Recomendações nutricionais e de adubação para minimilho

O entendimento dos fatores inerentes ao acúmulo e à exigência nutricional se faz importante para o manejo da adubação do minimilho

Redação
Manejo

A Embrapa Milho e Sorgo realizou um estudo sobre os fatores que devem ser levados em consideração no estudo nutricional e na adubação, visando a obtenção do minimilho.

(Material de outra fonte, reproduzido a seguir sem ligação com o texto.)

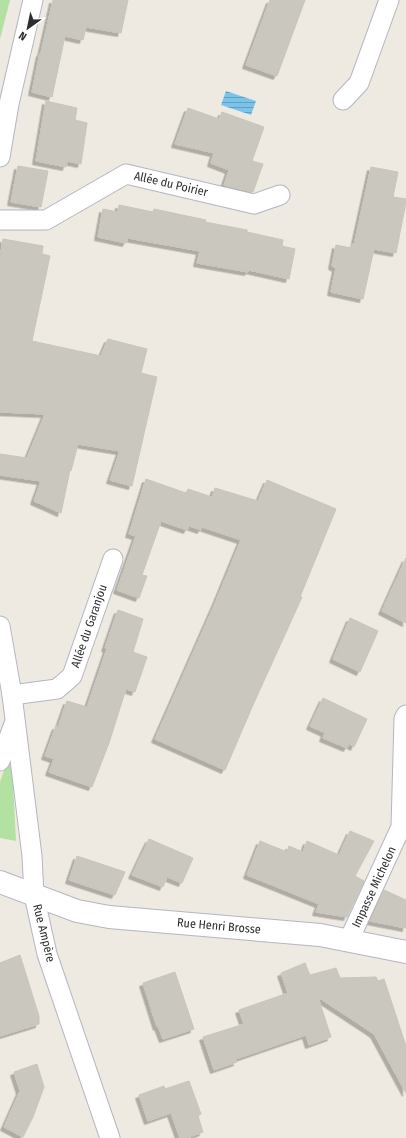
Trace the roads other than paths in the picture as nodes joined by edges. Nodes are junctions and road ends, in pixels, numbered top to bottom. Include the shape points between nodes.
1 (33, 0) edge
2 (389, 0) edge
3 (343, 100) dead end
4 (0, 157) edge
5 (280, 195) dead end
6 (0, 220) edge
7 (113, 559) dead end
8 (0, 626) edge
9 (12, 695) junction
10 (406, 715) edge
11 (15, 720) junction
12 (0, 761) edge
13 (0, 882) edge
14 (34, 895) junction
15 (349, 940) junction
16 (406, 952) edge
17 (110, 1138) edge

1 - 4 street via 9,104
2 - 3 street via 359,83
5 - 6 street, Allée du Poirier via 254,204 126,174 46,220
7 - 9 street, Allée du Garanjou via 72,676 57,689
8 - 9 street, Rue Ampère
9 - 11 street, Rue Ampère
10 - 15 street, Impasse Michelon via 401,827
11 - 12 street, Rue Ampère
11 - 14 street, Rue Ampère via 32,856
13 - 14 street, Rue Henri Brosse
14 - 15 street, Rue Henri Brosse via 77,911 110,917 320,934
14 - 17 street, Rue Ampère via 47,954
15 - 16 street, Rue Henri Brosse

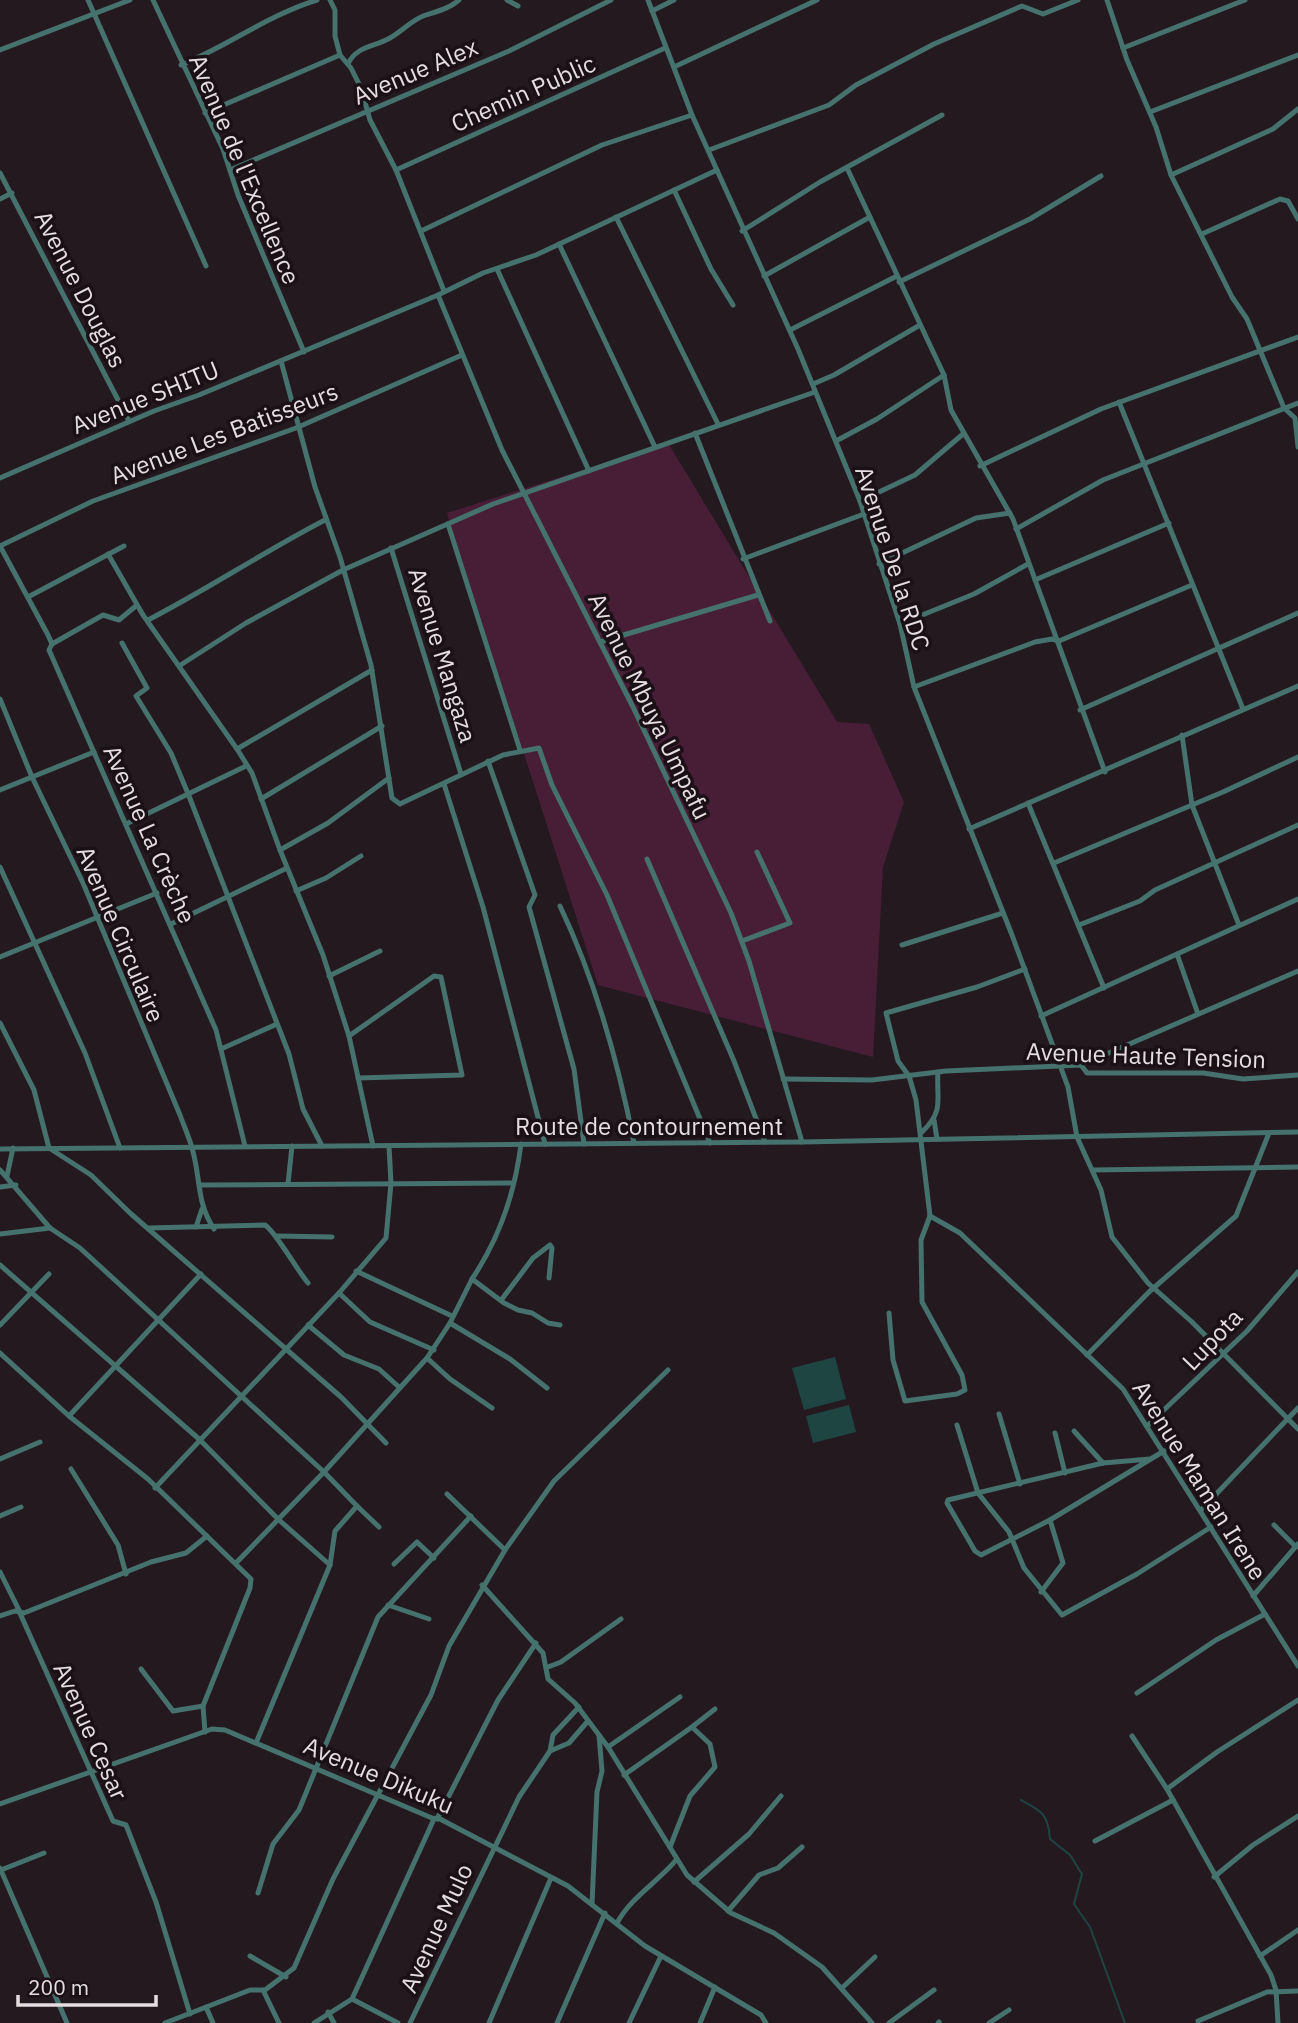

O minimilho tem um tempo de exploração do solo e dependência de sua fertilidade e adubação menor que o da cultura do milho para grão ou silagem. Nesse aspecto, grandes aportes de fertilizantes não serão traduzidos em produtividades e lucros. Com apenas 70 a 80 dias após a germinação, as espiguetas são colhidas e preparadas para o consumo. Nesse período, apenas o potássio estaria com sua exigência total quase completa; o nitrogênio e o fósforo estariam com aproximadamente 50%.

Nesse período (70 a 80 dias após a germinação), apenas parte da nutrição da planta estará completa. Contudo, o que sobra na lavoura (colmo, folhas e brácteas) significa muito para a fertilidade do solo. A exploração dessa sobra será, em última instância, a base para o equilíbrio das produções futuras.

Normalmente, o resíduo do minimilho é aproveitado na alimentação animal, quando serão exportados todos os nutrientes contidos nessa massa vegetal. O equilíbrio (e a economia com fertilizantes e corretivos), logicamente, será obtido com o retorno do esterco para a área de produção.

Por outro lado, é possível que, em áreas de Plantio Direto, esteja-se trabalhando na formação de palhada residual. Nesse caso, o retorno da palhada ao solo terá benefícios no aporte dos minerais nela contidos, o que poderá diminuir o aporte de fertilizantes a adubação das culturas subsequentes.

É nesse aspecto que o entendimento dos fatores inerentes ao acúmulo e à exigência nutricional se faz importante para o manejo da adubação do minimilho.

Acerca dessa questão, a Embrapa disponibilizou um documento, no qual procura orientar as recomendações para a fertilização do minimilho, a partir da comparação com a nutrição do milho, seja para grão, seja para silagem.

Por exemplo, em relação à acumulação de nutrientes pela cultura do milho, as plantas necessitam de 16 elementos considerados essenciais: primeiramente, hidrogênio, carbono, oxigênio; macronutrientes nitrogênio, fósfor, enxofre, potássio, cálcio e magnésio; e micronutrientes ferro, manganês, zinco, cobre, boro, molibdênio e cloro.

A extração média de nutrientes pela cultura do milho demonstra que o esgotamento do solo é menor quando o milho é cultivado apenas para grãos. Os problemas de fertilidade do solo deverão ser mais evidentes. Portanto, quando o milho for cultivado para silagem, com exportação total de toda a massa vegetal para a alimentação animal. Este fato também assemelha-se ao cultivo do minimilho, em que todas as plantas são exportadas após a colheita das espiguinhas.

É necessário, portanto, para manter a fertilidade do solo, que se procure efetuar a restituição dos elementos extraídos pelas culturas. A adubação de restituição deve garantir o retorno ao solo das quantidades de nutrientes que as plantas retiram. Ela deve ser, preferencialmente, adotada para restituir as quantidades de micronutrientes retiradas pelas colheitas. É uma quantidade pequena e essa prática evita que o solo se esgote ou que se torne deficiente.